Jaurès, cet inconnu
Vendredi 31 juillet 2020, par
Ce 31 juillet marque 106e anniversaire de l’assassinat de Jean Jaurès. Le nom du leader socialiste résonne familièrement à la plupart des oreilles. Pourtant, sa pensée et son apport intellectuel au mouvement progressiste demeurent méconnus : Jaurès est souvent réduit à au combat pacifiste, certes essentiel à la veille de la boucherie de la première guerre mondiale, et à la probité en politique, vertu toujours à promouvoir.
Tout cela est vrai, mais n’est qu’une partie de sa pensée : on oublie tout le travail intense et profond de réflexion mené par Jaurès pour théoriser la spécificité du socialisme français, c’est-à-dire un socialisme qui fait sien la critique marxiste du capitalisme tout en l’insérant dans l’histoire républicaine de la France. La Révolution de 1789 confère au mouvement populaire français une dimension, spécifique, profondément démocratique.
C’est le sens de l’opposition de Jaurès aux socialistes allemands et aux communistes russes pour lesquels les droits politiques sont subordonnés à la lutte des classes. C’est pourquoi ceux-ci sont si prompts à justifier l’autoritarisme voire la dictature quand Jaurès, conforté par les acquis de l’histoire révolutionnaire française, fait confiance à la démocratie et au suffrage universel. Il défend la nécessité de l’action parlementaire et le rôle des élections. Il n’est cependant pas, contrairement à une image d’Épinal, un naïf.
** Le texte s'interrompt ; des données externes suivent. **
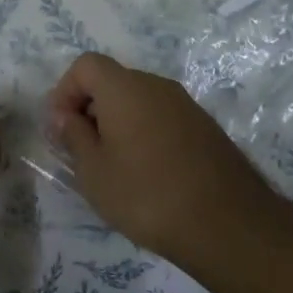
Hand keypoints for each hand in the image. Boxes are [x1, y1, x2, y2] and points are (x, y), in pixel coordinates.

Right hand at [48, 52, 275, 272]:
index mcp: (124, 88)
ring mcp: (186, 106)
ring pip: (139, 101)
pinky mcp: (206, 129)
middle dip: (90, 109)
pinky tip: (147, 174)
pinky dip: (145, 134)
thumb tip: (65, 116)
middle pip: (112, 81)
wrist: (230, 227)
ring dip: (118, 123)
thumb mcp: (93, 171)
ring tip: (114, 166)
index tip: (61, 128)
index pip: (85, 65)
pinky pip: (162, 119)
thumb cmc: (147, 195)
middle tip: (82, 151)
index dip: (65, 91)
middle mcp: (157, 86)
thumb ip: (73, 135)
Il sait que les classes populaires doivent s’organiser et construire un rapport de forces pour conquérir leurs droits au sein même de la démocratie. « Nous n’avons jamais dit, nous ne dirons jamais, que la révolution sociale ne sera réalisée que par la voie parlementaire. Nous n’avons jamais dit, nous ne dirons jamais que le socialisme doit s’enfermer comme en une prison dans la légalité capitaliste » écrit-il. Jaurès est profondément républicain et veut utiliser les outils de la politique démocratique pour libérer les esprits et forger des âmes solides dans le combat. Contrairement à certains « révolutionnaires », il ne s’illusionne pas sur les lendemains qui chantent. Il a compris que prendre le pouvoir ne suffit pas : il faut transformer en profondeur les rapports sociaux et les mentalités sinon on devient un dictateur et on finit par s’aliéner ceux qu’on prétend libérer. Sa vision est d’ailleurs prémonitoire de l’échec de l’Union soviétique.
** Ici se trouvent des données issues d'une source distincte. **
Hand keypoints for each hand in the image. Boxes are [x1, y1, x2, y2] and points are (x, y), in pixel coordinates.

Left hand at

Jaurès est également un humanisme : pour lui, le socialisme et la République sociale donnent à chacun la possibilité d’être le meilleur de lui-même au bénéfice de l’intérêt général. « Nous voulons que toute l’humanité soit un surhomme ». Dans sa célèbre controverse avec Paul Lafargue, il met en garde contre une vision matérialiste trop étroite : « Marx dit : " Le cerveau humain ne crée pas de lui-même une idée du droit qui serait vaine et creuse ; il n’y a dans toute la vie, même intellectuelle et morale de l’humanité, qu’un reflet des phénomènes économiques dans le cerveau humain." Eh bien ! Je l’accepte. Oui, il n’y a dans tout le développement de la vie intellectuelle, morale, religieuse de l’humanité que le reflet des phénomènes économiques dans le cerveau humain ; oui, mais il y a en même temps le cerveau humain, il y a par conséquent la préformation cérébrale de l’humanité ». Alors que croit aujourd’hui une vision pessimiste de l’être humain perçu comme mauvais, le leader socialiste nous rappelle que l’histoire humaine est un combat vers le progrès qui nécessite de faire confiance à l’humanité. « L’humanité est le produit d’une longue évolution physiologique qui a précédé l’évolution historique, et lorsque l’homme, selon cette évolution physiologique, a émergé de l’animalité, immédiatement inférieure, il y avait déjà dans le premier cerveau de l’humanité naissante des prédispositions, des tendances ». Jaurès défend une conception optimiste de l’homme, à rebours des discours culpabilisateurs d’aujourd’hui dont certains confondent l’humain et l’animal dans une régression dangereuse.
Pour clarifier les débats contemporains, il faudrait relire Jaurès pour construire le lien entre humanisme et écologie, souveraineté populaire et justice sociale. Il est en effet très inquiétant de voir se développer un ordre social cyniquement inégalitaire et une gauche qui, pour le combattre, oublie l’importance des libertés politiques, justifiant, souvent avec bonne foi, des pratiques autoritaires et de nouvelles formes de censure.